Entries shown: Begin
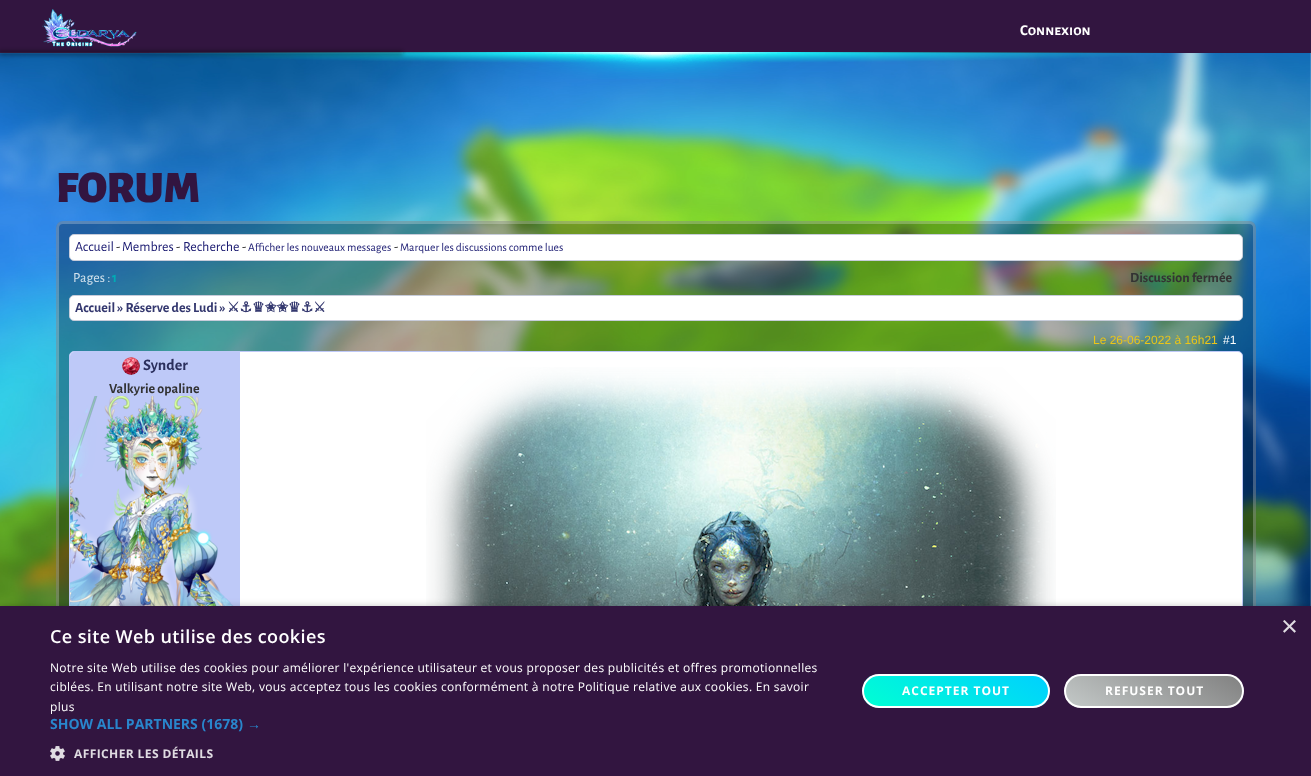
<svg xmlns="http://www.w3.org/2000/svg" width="1311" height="776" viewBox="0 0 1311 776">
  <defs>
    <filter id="blur1" x="-50%" y="-200%" width="200%" height="500%"><feGaussianBlur stdDeviation="2.5"/></filter>
    <filter id="blur2" x="-50%" y="-200%" width="200%" height="500%"><feGaussianBlur stdDeviation="4"/></filter>
    <clipPath id="clip1"><rect x="862" y="674" width="188" height="34" rx="17"/></clipPath>
    <linearGradient id="g1" gradientUnits="userSpaceOnUse" x1="987" y1="639" x2="925" y2="743"><stop offset="0" stop-color="#00d0ff"/><stop offset="1" stop-color="#00ffd3"/></linearGradient>
    <clipPath id="clip2"><rect x="1064" y="674" width="180" height="34" rx="17"/></clipPath>
    <linearGradient id="g2" gradientUnits="userSpaceOnUse" x1="1184" y1="641" x2="1124" y2="741"><stop offset="0" stop-color="#818181"/><stop offset="1" stop-color="#c3c8c7"/></linearGradient>
  </defs>
  <rect width="100%" height="100%" fill="#ffffff"/>
  <rect x="0" y="0" width="1311" height="53" fill="#321540"/>
  <image x="42" y="9" width="95" height="38" href="img1.png"/>
  <image x="0" y="53" width="1311" height="553" href="img3.png"/>
  <image x="149" y="52" width="1014" height="27" href="img2.png"/>
  <rect x="-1" y="51" width="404" height="4" fill="#1b1b1b" fill-opacity="0.41" filter="url(#blur1)"/>
  <text x="1020" y="35" font-family="Alegreya Sans SC" font-size="15" font-weight="bold" fill="#ffffff">Connexion</text>
  <text x="56" y="202" font-family="Alegreya Sans SC" font-size="45" font-weight="900" fill="#321540">FORUM</text>
  <rect x="56" y="221" width="1200" height="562" rx="7" fill="#000000" fill-opacity="0.3"/>
  <rect x="57.5" y="222.5" width="1197" height="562" rx="5.5" fill="none" stroke="#ffffff" stroke-opacity="0.25" stroke-width="3"/>
  <rect x="69.5" y="234.5" width="1173" height="26" rx="4.5" fill="#ffffff" stroke="#c7ccda"/>
  <text x="75" y="251" font-family="Alegreya Sans" font-size="14" fill="#191970">Accueil</text>
  <text x="116" y="251" font-family="Alegreya Sans" font-size="14" fill="#000000">-</text>
  <text x="122" y="251" font-family="Alegreya Sans" font-size="14" fill="#191970">Membres</text>
  <text x="176" y="251" font-family="Alegreya Sans" font-size="14" fill="#000000">-</text>
  <text x="183" y="251" font-family="Alegreya Sans" font-size="14" fill="#191970">Recherche</text>
  <text x="242" y="251" font-family="Alegreya Sans" font-size="14" fill="#000000">-</text>
  <text x="248" y="251" font-family="Alegreya Sans" font-size="11.7" fill="#191970">Afficher les nouveaux messages</text>
  <text x="394" y="251" font-family="Alegreya Sans" font-size="14" fill="#000000">-</text>
  <text x="400" y="251" font-family="Alegreya Sans" font-size="11.7" fill="#191970">Marquer les discussions comme lues</text>
  <text x="73" y="282" font-family="Alegreya Sans" font-size="14" fill="#d3e2ed">Pages :</text>
  <text x="112" y="282" font-family="Alegreya Sans" font-size="14" font-weight="bold" fill="#01abb5">1</text>
  <text x="1130" y="282" font-family="Alegreya Sans" font-size="14" font-weight="bold" fill="#333333">Discussion fermée</text>
  <rect x="69.5" y="295.5" width="1173" height="25" rx="4.5" fill="#ffffff" stroke="#c7ccda"/>
  <text x="75" y="312" font-family="Alegreya Sans" font-size="14" font-weight="bold" fill="#34386f">Accueil » Réserve des Ludi »</text>
  <text x="227" y="312" font-family="DejaVu Sans" font-size="14" font-weight="bold" fill="#34386f">⚔︎⚓︎♛✬✬♛⚓︎⚔︎</text>
  <text x="1093" y="344" font-family="Liberation Sans" font-size="12" fill="#ebc518">Le 26-06-2022 à 16h21</text>
  <text x="1223" y="344" font-family="Liberation Sans" font-size="12" fill="#ffffff">#1</text>
  <path d="M74 351.5H1238C1240.5 351.5 1242.5 353.5 1242.5 356V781.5H69.5V356C69.5 353.5 71.5 351.5 74 351.5Z" fill="#ffffff" stroke="#bec9f8"/>
  <path d="M74 352H240V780H70V356C70 354 72 352 74 352Z" fill="#bec9f8"/>
  <image x="122" y="357" width="18" height="18" href="img4.png"/>
  <text x="143" y="370" font-family="Alegreya Sans" font-size="16" font-weight="bold" fill="#2b2f5d">Synder</text>
  <text x="109" y="393" font-family="Alegreya Sans" font-size="14" font-weight="bold" fill="#333333">Valkyrie opaline</text>
  <image x="70" y="396" width="164" height="210" href="img5.png"/>
  <image x="426" y="367" width="630" height="239" href="img6.png"/>
  <rect x="1" y="608" width="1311" height="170" fill="#000000" fill-opacity="0.35" filter="url(#blur2)"/>
  <rect x="0" y="606" width="1311" height="170" fill="#321540"/>
  <text x="1281" y="636" font-family="Liberation Sans" font-size="29" fill="#e0dce2">×</text>
  <text x="50" y="643" font-family="Open Sans" font-size="18" font-weight="600" letter-spacing="0.4" fill="#ffffff">Ce site Web utilise des cookies</text>
  <text x="50" y="672" font-family="Open Sans" font-size="12" letter-spacing="0.3" fill="#ffffff">Notre site Web utilise des cookies pour améliorer l'expérience utilisateur et vous proposer des publicités et offres promotionnelles</text>
  <text x="50" y="691" font-family="Open Sans" font-size="12" letter-spacing="0.3" fill="#ffffff">ciblées. En utilisant notre site Web, vous acceptez tous les cookies conformément à notre Politique relative aux cookies. En savoir</text>
  <text x="50" y="711" font-family="Open Sans" font-size="12" letter-spacing="0.3" fill="#ffffff">plus</text>
  <text x="50" y="729" font-family="Open Sans" font-size="14" font-weight="bold" fill="#2986cc">SHOW ALL PARTNERS (1678)</text>
  <text x="247" y="729" font-family="Liberation Sans" font-size="14" font-weight="bold" fill="#2986cc">→</text>
  <image x="50" y="746" width="15" height="15" href="img7.png"/>
  <text x="74" y="758" font-family="Open Sans" font-size="12" font-weight="bold" letter-spacing="0.4" fill="#e0dce2">AFFICHER LES DÉTAILS</text>
  <g clip-path="url(#clip1)">
    <rect x="864" y="676" width="184" height="30" fill="url(#g1)"/>
  </g>
  <rect x="863" y="675" width="186" height="32" rx="16" fill="none" stroke="#ffffff" stroke-width="2"/>
  <text x="902" y="695" font-family="Open Sans" font-size="12" font-weight="bold" letter-spacing="1" fill="#ffffff">ACCEPTER TOUT</text>
  <g clip-path="url(#clip2)">
    <rect x="1066" y="676" width="176" height="30" fill="url(#g2)"/>
  </g>
  <rect x="1065" y="675" width="178" height="32" rx="16" fill="none" stroke="#ffffff" stroke-width="2"/>
  <text x="1105" y="695" font-family="Open Sans" font-size="12" font-weight="bold" letter-spacing="1" fill="#ffffff">REFUSER TOUT</text>
</svg>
Entries shown: End
# Task description
Please go through the entries and show every line with the word "opacity".

# Solution for this problem
  <rect x="-1" y="51" width="404" height="4" fill="#1b1b1b" fill-opacity="0.41" filter="url(#blur1)"/>
  <rect x="56" y="221" width="1200" height="562" rx="7" fill="#000000" fill-opacity="0.3"/>
  <rect x="57.5" y="222.5" width="1197" height="562" rx="5.5" fill="none" stroke="#ffffff" stroke-opacity="0.25" stroke-width="3"/>
  <rect x="1" y="608" width="1311" height="170" fill="#000000" fill-opacity="0.35" filter="url(#blur2)"/>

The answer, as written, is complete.